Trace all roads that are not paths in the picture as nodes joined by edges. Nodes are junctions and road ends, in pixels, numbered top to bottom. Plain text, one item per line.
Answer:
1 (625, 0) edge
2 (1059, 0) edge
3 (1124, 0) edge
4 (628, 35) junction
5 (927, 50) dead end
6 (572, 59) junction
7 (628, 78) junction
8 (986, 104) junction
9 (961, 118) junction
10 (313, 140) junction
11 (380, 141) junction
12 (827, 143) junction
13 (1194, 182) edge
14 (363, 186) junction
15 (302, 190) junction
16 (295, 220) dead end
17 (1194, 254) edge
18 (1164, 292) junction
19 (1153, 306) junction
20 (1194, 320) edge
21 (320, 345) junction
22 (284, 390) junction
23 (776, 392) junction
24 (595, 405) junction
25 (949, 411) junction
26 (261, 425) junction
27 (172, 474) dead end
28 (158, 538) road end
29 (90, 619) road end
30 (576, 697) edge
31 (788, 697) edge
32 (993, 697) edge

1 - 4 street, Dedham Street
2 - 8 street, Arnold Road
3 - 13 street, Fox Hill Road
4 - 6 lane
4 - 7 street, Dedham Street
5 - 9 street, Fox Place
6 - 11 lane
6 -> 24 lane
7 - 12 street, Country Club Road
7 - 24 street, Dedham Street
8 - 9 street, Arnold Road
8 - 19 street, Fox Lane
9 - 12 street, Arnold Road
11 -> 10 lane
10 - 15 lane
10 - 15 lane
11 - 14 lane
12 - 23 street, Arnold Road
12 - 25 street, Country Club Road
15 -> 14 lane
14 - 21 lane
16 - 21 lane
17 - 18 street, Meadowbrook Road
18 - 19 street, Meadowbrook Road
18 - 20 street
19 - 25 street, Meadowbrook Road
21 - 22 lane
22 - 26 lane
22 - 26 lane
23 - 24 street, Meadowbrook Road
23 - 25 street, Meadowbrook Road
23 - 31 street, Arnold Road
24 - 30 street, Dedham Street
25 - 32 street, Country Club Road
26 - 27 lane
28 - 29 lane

☆ ☆ ☆

(Aim of the task) The data must be output in full, exactly as given.

(Solution for this problem)
Trace all roads that are not paths in the picture as nodes joined by edges. Nodes are junctions and road ends, in pixels, numbered top to bottom. Plain text, one item per line.
Answer:
1 (625, 0) edge
2 (1059, 0) edge
3 (1124, 0) edge
4 (628, 35) junction
5 (927, 50) dead end
6 (572, 59) junction
7 (628, 78) junction
8 (986, 104) junction
9 (961, 118) junction
10 (313, 140) junction
11 (380, 141) junction
12 (827, 143) junction
13 (1194, 182) edge
14 (363, 186) junction
15 (302, 190) junction
16 (295, 220) dead end
17 (1194, 254) edge
18 (1164, 292) junction
19 (1153, 306) junction
20 (1194, 320) edge
21 (320, 345) junction
22 (284, 390) junction
23 (776, 392) junction
24 (595, 405) junction
25 (949, 411) junction
26 (261, 425) junction
27 (172, 474) dead end
28 (158, 538) road end
29 (90, 619) road end
30 (576, 697) edge
31 (788, 697) edge
32 (993, 697) edge

1 - 4 street, Dedham Street
2 - 8 street, Arnold Road
3 - 13 street, Fox Hill Road
4 - 6 lane
4 - 7 street, Dedham Street
5 - 9 street, Fox Place
6 - 11 lane
6 -> 24 lane
7 - 12 street, Country Club Road
7 - 24 street, Dedham Street
8 - 9 street, Arnold Road
8 - 19 street, Fox Lane
9 - 12 street, Arnold Road
11 -> 10 lane
10 - 15 lane
10 - 15 lane
11 - 14 lane
12 - 23 street, Arnold Road
12 - 25 street, Country Club Road
15 -> 14 lane
14 - 21 lane
16 - 21 lane
17 - 18 street, Meadowbrook Road
18 - 19 street, Meadowbrook Road
18 - 20 street
19 - 25 street, Meadowbrook Road
21 - 22 lane
22 - 26 lane
22 - 26 lane
23 - 24 street, Meadowbrook Road
23 - 25 street, Meadowbrook Road
23 - 31 street, Arnold Road
24 - 30 street, Dedham Street
25 - 32 street, Country Club Road
26 - 27 lane
28 - 29 lane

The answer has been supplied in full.